Buiter, for his part, has been warning of a global recession for nearly a year, though he previously saw a deceleration in Chinese growth as the proximate cause.
In what they deem to be a “conservative” estimate, Citi’s team suggests that a Trump victory would cause a one-standard deviation tightening in US financial conditions and pick-up in global policy uncertainty, which would adversely affect consumption and investment in both the US and the rest of the world.

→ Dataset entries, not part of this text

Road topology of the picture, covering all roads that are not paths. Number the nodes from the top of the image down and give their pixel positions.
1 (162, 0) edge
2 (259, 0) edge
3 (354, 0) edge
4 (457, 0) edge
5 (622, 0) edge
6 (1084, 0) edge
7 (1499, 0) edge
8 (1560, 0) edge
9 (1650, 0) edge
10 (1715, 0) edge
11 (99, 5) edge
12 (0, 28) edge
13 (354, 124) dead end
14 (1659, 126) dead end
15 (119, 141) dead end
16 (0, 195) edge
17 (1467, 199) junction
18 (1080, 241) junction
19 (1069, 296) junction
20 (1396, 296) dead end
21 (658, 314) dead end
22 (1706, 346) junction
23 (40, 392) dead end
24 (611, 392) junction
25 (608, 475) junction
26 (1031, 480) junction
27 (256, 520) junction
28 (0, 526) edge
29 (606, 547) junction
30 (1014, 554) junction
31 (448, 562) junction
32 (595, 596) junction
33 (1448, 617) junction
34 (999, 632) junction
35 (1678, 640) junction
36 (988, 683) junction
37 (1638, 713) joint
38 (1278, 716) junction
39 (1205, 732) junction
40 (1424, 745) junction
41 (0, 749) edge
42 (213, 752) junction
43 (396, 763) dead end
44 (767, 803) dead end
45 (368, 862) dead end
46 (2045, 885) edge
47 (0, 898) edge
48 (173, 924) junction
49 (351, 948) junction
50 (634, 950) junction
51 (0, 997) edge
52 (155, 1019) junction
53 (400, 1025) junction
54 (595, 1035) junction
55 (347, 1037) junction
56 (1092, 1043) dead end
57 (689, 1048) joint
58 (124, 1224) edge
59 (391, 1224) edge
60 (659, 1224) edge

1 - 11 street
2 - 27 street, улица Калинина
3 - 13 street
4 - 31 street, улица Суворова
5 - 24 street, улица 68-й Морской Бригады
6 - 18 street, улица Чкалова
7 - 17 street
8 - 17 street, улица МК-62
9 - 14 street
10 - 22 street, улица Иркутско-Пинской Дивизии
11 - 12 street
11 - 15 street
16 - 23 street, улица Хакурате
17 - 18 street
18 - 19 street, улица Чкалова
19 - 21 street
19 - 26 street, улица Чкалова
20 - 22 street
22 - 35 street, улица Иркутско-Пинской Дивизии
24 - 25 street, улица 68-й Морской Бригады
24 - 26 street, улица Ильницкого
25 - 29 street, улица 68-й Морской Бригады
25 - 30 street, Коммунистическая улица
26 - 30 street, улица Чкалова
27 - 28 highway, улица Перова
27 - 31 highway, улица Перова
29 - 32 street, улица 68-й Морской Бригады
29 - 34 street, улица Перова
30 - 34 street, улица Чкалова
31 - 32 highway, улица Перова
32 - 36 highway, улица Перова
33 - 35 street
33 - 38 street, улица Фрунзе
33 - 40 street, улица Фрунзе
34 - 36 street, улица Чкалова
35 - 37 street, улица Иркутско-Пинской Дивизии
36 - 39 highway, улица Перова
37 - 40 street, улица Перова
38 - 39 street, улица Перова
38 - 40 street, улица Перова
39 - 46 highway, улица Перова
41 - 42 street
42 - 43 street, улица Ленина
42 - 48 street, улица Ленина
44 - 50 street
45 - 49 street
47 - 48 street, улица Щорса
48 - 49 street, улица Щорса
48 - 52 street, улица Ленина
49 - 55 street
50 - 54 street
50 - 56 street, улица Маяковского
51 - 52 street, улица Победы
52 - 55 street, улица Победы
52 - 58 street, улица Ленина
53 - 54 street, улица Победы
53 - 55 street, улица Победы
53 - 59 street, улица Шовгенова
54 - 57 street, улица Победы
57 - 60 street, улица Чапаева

(Source: The Economic Times)
8. Under Urjit Patel Expect Less Chat and Unified Communication
When Urjit Patel became head of the Reserve Bank of India’s monetary police department three years ago, the to and fro of bankers and traders meeting officials for cosy, broad-ranging discussions abruptly ended.
Meetings go on to this day, but out went the kind of private chats that could unsettle markets, occurrences that became known as “open mouth operations”, as opposed to open market operations the RBI carries out.
As he takes over as RBI governor next month, market players and economists who have met him expect Patel to instil the same arm’s length approach and unified communication to the institution as a whole.
That is likely to involve acting as its chief spokesman and waiting for scheduled reviews to discuss policy in public, which some traders believe will bring more clarity and transparency to the RBI’s stance as long as Patel communicates it effectively.
(Source: Business Standard)
9. SBI and ICICI Bank “Too Big to Fail” for Second Year in a Row
The Reserve Bank of India on Thursday retained the tag of “too big to fail” banks for SBI and ICICI second year in a row.
This means that the banking regulator considers failure of these banks to be dangerous for the economy, which renders them ‘too big to fail’. RBI had designated both these banks as domestic systemically important banks (D-SIBs) last year for the first time.
Originally the central bank had plans to name 4-6 banks as systemically important. These banks are required to make additional capital requirements after they were named as D-SIBs.
Based on the methodology announced by the central bank, SBI will need to maintain additional capital equivalent to 0.6 percent of its loans and investments while ICICI will need to maintain 0.2 percent more.